Saved entries
########

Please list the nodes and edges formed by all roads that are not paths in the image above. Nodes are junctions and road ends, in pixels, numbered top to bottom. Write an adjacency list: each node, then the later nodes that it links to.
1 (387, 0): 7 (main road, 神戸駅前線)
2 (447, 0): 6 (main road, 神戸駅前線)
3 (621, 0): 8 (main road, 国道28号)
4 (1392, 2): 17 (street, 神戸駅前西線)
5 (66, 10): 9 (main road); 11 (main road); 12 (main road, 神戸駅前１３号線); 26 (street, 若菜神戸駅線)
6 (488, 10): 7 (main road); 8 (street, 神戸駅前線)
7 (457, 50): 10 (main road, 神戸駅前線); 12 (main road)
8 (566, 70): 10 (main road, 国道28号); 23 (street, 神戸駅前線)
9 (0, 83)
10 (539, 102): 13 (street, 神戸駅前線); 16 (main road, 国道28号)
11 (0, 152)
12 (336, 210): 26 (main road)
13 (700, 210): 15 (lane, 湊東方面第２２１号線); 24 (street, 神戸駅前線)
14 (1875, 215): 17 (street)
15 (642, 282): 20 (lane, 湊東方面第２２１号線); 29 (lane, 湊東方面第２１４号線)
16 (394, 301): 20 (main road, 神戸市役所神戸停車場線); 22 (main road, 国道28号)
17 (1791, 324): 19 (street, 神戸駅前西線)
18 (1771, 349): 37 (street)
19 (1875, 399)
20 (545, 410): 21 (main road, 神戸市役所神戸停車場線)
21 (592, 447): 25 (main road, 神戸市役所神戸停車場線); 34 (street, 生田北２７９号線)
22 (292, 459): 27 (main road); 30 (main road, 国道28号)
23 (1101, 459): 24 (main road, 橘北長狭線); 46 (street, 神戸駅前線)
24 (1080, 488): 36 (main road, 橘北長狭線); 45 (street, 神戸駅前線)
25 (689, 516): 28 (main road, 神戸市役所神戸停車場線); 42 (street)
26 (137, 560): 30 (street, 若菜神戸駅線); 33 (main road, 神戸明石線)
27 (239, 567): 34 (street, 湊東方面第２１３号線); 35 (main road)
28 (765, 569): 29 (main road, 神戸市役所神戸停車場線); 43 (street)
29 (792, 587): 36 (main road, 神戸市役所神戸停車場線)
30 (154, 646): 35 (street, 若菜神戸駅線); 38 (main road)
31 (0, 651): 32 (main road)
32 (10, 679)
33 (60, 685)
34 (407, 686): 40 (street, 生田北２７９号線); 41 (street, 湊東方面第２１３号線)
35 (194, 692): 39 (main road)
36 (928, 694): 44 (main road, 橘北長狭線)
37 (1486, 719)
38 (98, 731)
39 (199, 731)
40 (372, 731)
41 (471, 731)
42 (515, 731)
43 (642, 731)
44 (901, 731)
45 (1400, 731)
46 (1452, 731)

########

● Aim of the task:
Your answer should be the lines of the records that include the word "橘北長狭線".

● Solution to the exercise:
23 (1101, 459): 24 (main road, 橘北長狭線); 46 (street, 神戸駅前線)
24 (1080, 488): 36 (main road, 橘北長狭線); 45 (street, 神戸駅前線)
36 (928, 694): 44 (main road, 橘北長狭線)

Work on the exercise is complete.